__PROBLEM TO WORK ON__: An exact copy of every record is needed, with all pictures omitted.

__MATERIAL TO PROCESS__:
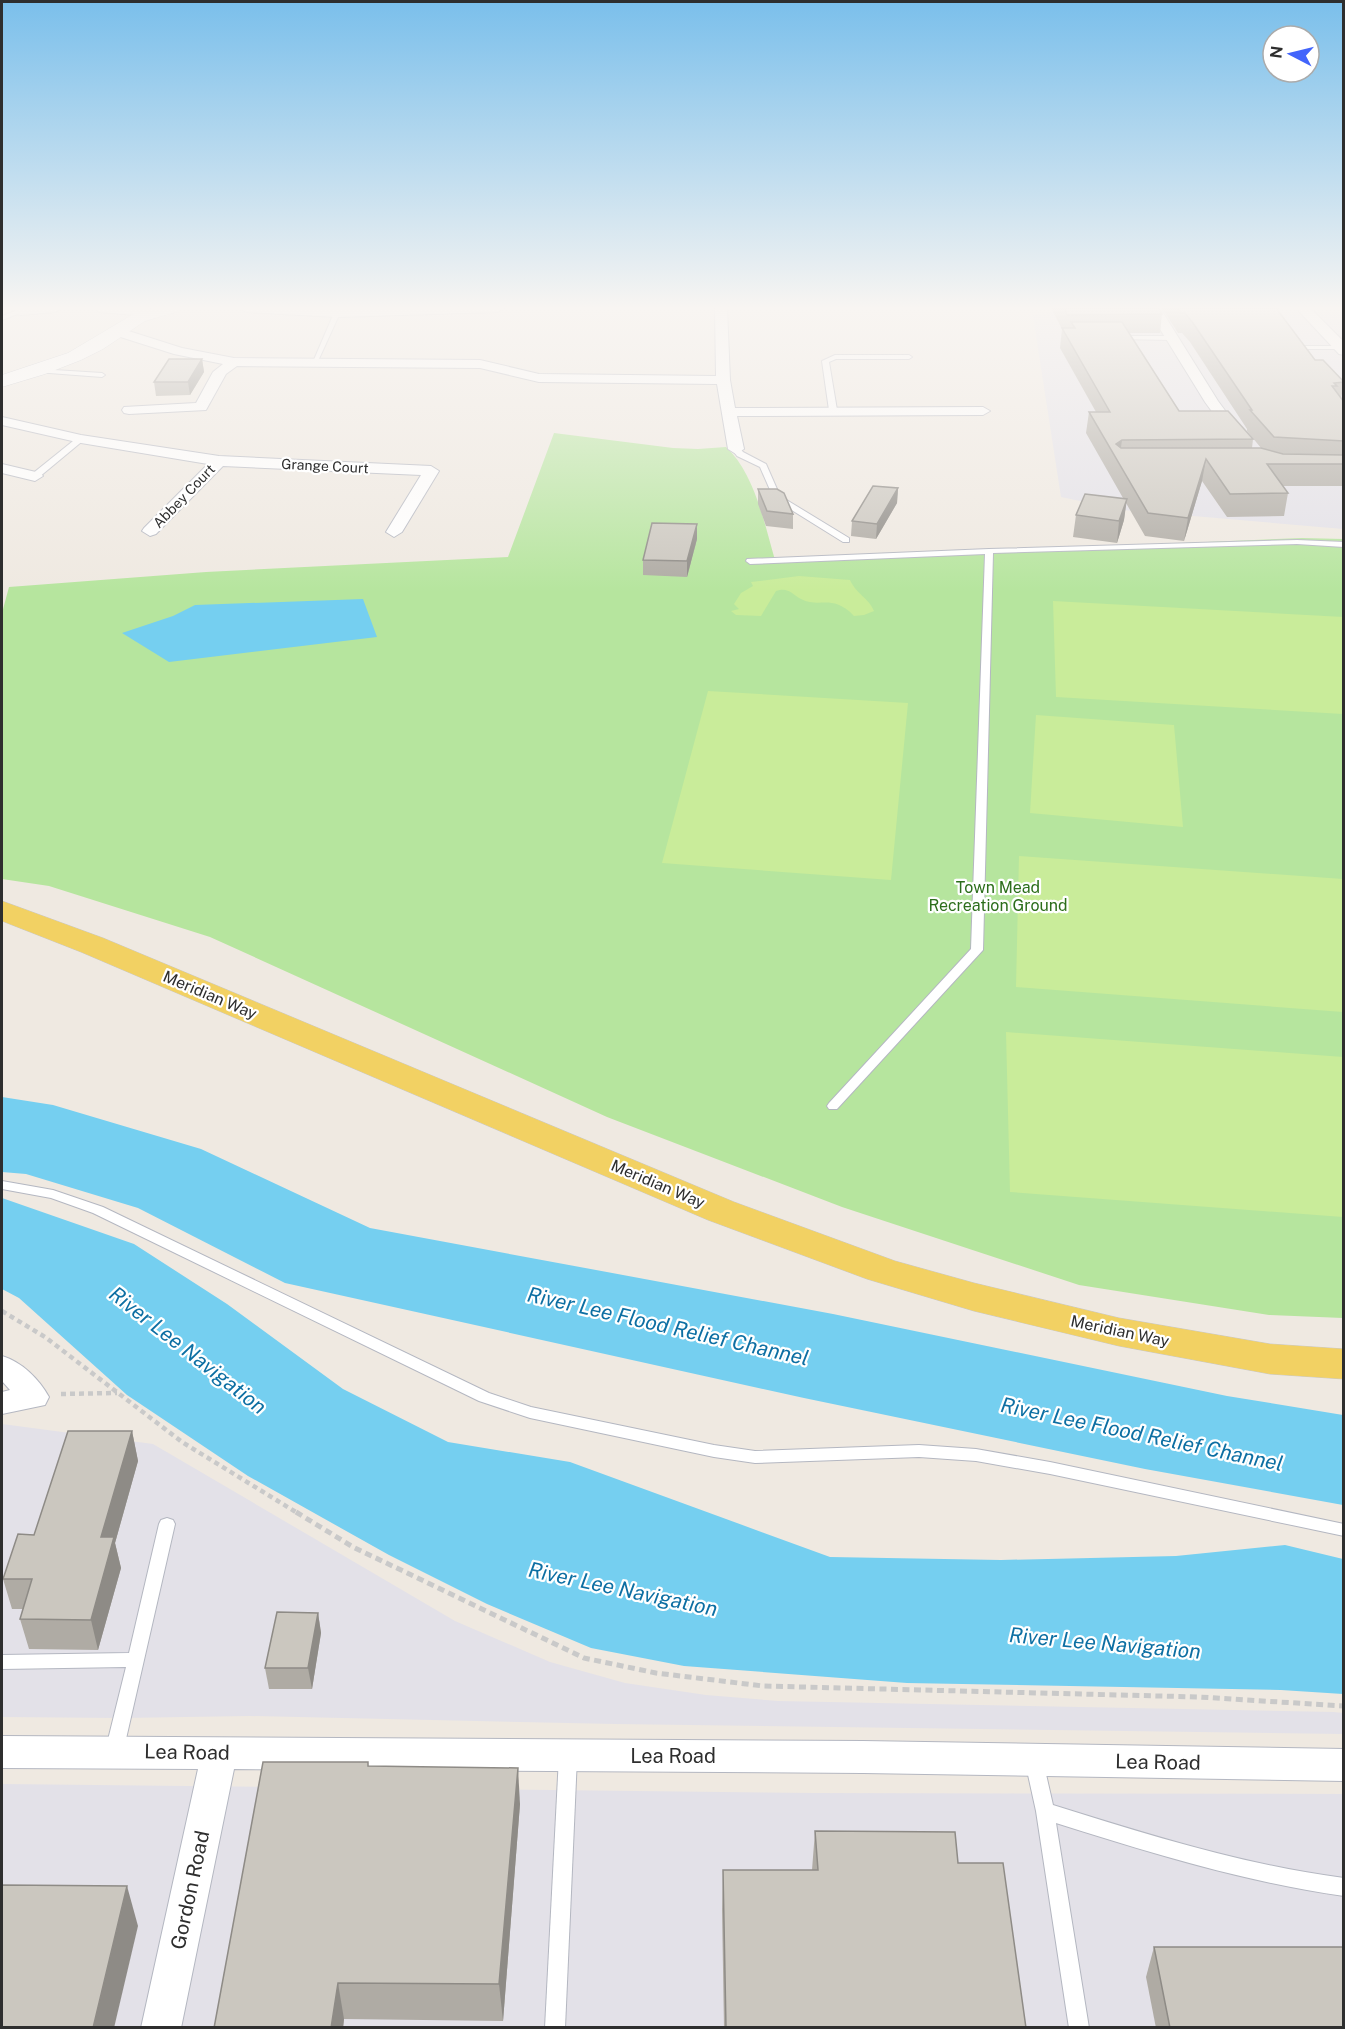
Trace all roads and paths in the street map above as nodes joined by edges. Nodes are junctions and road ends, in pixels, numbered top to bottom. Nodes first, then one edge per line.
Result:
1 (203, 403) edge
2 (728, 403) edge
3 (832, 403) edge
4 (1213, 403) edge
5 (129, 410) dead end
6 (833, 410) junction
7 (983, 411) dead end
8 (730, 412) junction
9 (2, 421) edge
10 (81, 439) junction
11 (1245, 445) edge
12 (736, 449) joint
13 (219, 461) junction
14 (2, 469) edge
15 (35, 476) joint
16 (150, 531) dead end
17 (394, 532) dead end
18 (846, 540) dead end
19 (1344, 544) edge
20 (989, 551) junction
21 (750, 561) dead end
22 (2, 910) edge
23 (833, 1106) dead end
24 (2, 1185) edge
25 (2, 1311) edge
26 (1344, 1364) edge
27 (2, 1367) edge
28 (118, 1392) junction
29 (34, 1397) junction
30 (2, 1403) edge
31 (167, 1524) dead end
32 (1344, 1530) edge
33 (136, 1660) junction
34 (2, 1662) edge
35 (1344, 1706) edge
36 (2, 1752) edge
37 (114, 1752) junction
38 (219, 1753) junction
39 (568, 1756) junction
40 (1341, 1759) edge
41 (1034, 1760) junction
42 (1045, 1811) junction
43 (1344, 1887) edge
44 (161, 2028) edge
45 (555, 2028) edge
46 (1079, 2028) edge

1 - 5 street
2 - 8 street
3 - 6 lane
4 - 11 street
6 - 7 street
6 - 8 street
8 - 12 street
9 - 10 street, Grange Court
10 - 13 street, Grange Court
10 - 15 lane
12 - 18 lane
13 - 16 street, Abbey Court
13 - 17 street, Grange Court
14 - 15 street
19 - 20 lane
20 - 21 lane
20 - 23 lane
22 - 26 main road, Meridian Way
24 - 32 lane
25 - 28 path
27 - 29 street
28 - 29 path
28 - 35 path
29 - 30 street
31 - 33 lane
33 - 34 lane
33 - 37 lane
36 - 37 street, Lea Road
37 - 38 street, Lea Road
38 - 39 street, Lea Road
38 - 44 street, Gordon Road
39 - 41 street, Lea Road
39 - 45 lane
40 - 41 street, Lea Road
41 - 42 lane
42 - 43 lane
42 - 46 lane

__EXPECTED OUTPUT__:
Trace all roads and paths in the street map above as nodes joined by edges. Nodes are junctions and road ends, in pixels, numbered top to bottom. Nodes first, then one edge per line.
Result:
1 (203, 403) edge
2 (728, 403) edge
3 (832, 403) edge
4 (1213, 403) edge
5 (129, 410) dead end
6 (833, 410) junction
7 (983, 411) dead end
8 (730, 412) junction
9 (2, 421) edge
10 (81, 439) junction
11 (1245, 445) edge
12 (736, 449) joint
13 (219, 461) junction
14 (2, 469) edge
15 (35, 476) joint
16 (150, 531) dead end
17 (394, 532) dead end
18 (846, 540) dead end
19 (1344, 544) edge
20 (989, 551) junction
21 (750, 561) dead end
22 (2, 910) edge
23 (833, 1106) dead end
24 (2, 1185) edge
25 (2, 1311) edge
26 (1344, 1364) edge
27 (2, 1367) edge
28 (118, 1392) junction
29 (34, 1397) junction
30 (2, 1403) edge
31 (167, 1524) dead end
32 (1344, 1530) edge
33 (136, 1660) junction
34 (2, 1662) edge
35 (1344, 1706) edge
36 (2, 1752) edge
37 (114, 1752) junction
38 (219, 1753) junction
39 (568, 1756) junction
40 (1341, 1759) edge
41 (1034, 1760) junction
42 (1045, 1811) junction
43 (1344, 1887) edge
44 (161, 2028) edge
45 (555, 2028) edge
46 (1079, 2028) edge

1 - 5 street
2 - 8 street
3 - 6 lane
4 - 11 street
6 - 7 street
6 - 8 street
8 - 12 street
9 - 10 street, Grange Court
10 - 13 street, Grange Court
10 - 15 lane
12 - 18 lane
13 - 16 street, Abbey Court
13 - 17 street, Grange Court
14 - 15 street
19 - 20 lane
20 - 21 lane
20 - 23 lane
22 - 26 main road, Meridian Way
24 - 32 lane
25 - 28 path
27 - 29 street
28 - 29 path
28 - 35 path
29 - 30 street
31 - 33 lane
33 - 34 lane
33 - 37 lane
36 - 37 street, Lea Road
37 - 38 street, Lea Road
38 - 39 street, Lea Road
38 - 44 street, Gordon Road
39 - 41 street, Lea Road
39 - 45 lane
40 - 41 street, Lea Road
41 - 42 lane
42 - 43 lane
42 - 46 lane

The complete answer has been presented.